From: "Carlo Stonebanks" <stonec(dot)register(at)sympatico(dot)ca>
To: pgsql-performance(at)postgresql(dot)org
Subject: Re: Massive table (500M rows) update nightmare
Date: 2010-01-07 17:56:37
Message-ID: hi577c$1lc2$1@news.hub.org
Views: Raw Message | Whole Thread | Download mbox | Resend email
Thread:
Lists: pgsql-performance

> If it is possible to lock this audit table exclusively (may be during
> off peak hours) I would look into
> - create new_audit_table as select col1, col2, col3 ... col9,
> 'new_col_value' from old_audit_table;
> - create all indexes
> - drop old_audit_table
> - rename new_audit_table to old_audit_table
>
> That is probably the fasted method you can do, even if you have to join
> the "new_col_value" from an extra helper-table with the correspondig id.
> Remeber, databases are born to join.
>

This has all been done before - the production team was crippled while they
waited for this and the SECOND the table was available again, they jumped on
it - even though it meant recreating the bare minimum of the indexes.

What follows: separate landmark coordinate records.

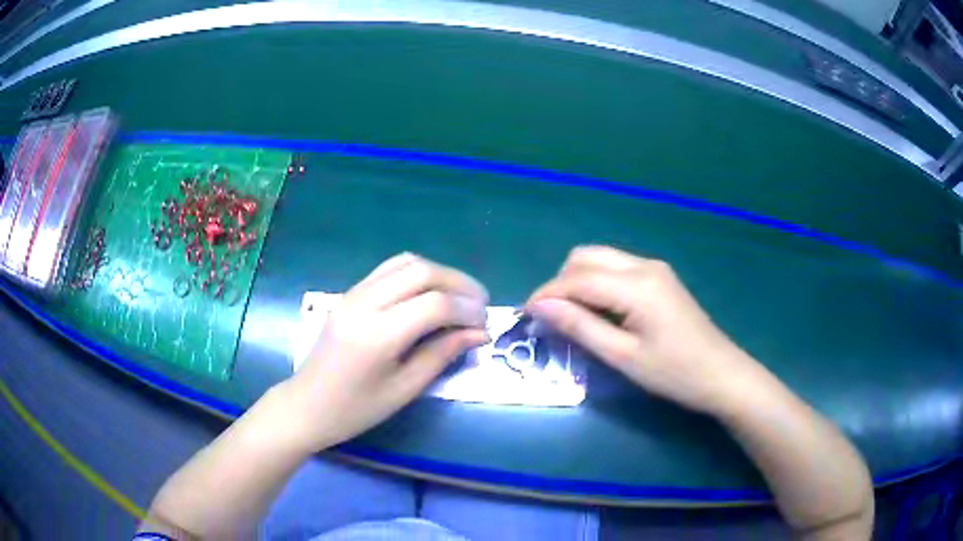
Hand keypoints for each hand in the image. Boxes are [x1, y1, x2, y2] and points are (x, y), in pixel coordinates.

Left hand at [284, 253, 489, 450]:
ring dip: (439, 273)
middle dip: (459, 283)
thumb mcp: (404, 389)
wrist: (307, 405)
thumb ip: (442, 354)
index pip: (434, 304)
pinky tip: (430, 293)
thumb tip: (480, 332)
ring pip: (406, 262)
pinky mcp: (350, 293)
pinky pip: (389, 269)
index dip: (467, 309)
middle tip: (480, 304)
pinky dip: (417, 273)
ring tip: (459, 296)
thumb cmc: (356, 409)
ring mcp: (353, 293)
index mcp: (377, 335)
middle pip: (422, 271)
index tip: (485, 323)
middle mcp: (364, 303)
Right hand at [525, 246, 762, 414]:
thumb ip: (580, 327)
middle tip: (551, 317)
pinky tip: (599, 311)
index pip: (577, 278)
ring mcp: (654, 269)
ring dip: (578, 281)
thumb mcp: (622, 356)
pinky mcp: (660, 278)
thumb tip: (540, 307)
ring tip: (571, 316)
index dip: (546, 294)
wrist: (721, 374)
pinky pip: (617, 268)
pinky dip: (598, 283)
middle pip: (586, 257)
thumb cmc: (673, 373)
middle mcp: (643, 265)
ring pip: (601, 259)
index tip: (525, 315)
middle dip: (561, 282)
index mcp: (636, 285)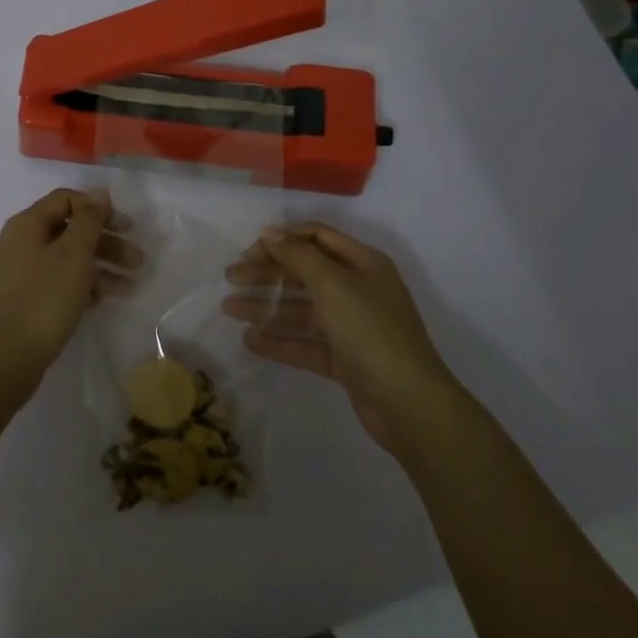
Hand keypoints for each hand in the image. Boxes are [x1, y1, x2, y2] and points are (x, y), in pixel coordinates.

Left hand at [0, 188, 139, 398]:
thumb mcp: (73, 254)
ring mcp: (18, 274)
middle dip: (106, 243)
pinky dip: (82, 286)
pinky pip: (58, 283)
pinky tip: (106, 300)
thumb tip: (98, 191)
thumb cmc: (44, 299)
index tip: (127, 227)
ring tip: (131, 286)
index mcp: (26, 225)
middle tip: (137, 261)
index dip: (99, 209)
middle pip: (69, 231)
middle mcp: (19, 243)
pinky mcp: (23, 301)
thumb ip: (89, 219)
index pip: (66, 200)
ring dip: (100, 267)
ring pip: (66, 259)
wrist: (6, 359)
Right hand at [222, 223, 452, 453]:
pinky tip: (251, 341)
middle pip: (305, 272)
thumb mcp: (333, 284)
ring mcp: (352, 327)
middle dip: (267, 273)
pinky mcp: (345, 360)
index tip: (249, 250)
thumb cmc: (370, 331)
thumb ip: (299, 255)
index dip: (282, 239)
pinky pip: (306, 343)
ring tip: (229, 309)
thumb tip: (271, 232)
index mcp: (362, 264)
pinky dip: (280, 341)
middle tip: (230, 278)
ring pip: (302, 309)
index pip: (316, 238)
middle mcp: (358, 290)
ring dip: (266, 306)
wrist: (409, 404)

> You could also try to just update the whole table in one go, it is
> probably faster than you expect.

Possibly, but with such a large table you have no idea of the progress, you
cannot interrupt it without rolling back everything. Worse, you have
applications stalling and users wanting to know what is going on - is the OS
and the DB/MVCC trashing while it does internal maintenance? Have you
reached some sort of deadlock condition that you can't see because the
server status is not helpful with so many uncommitted pending updates?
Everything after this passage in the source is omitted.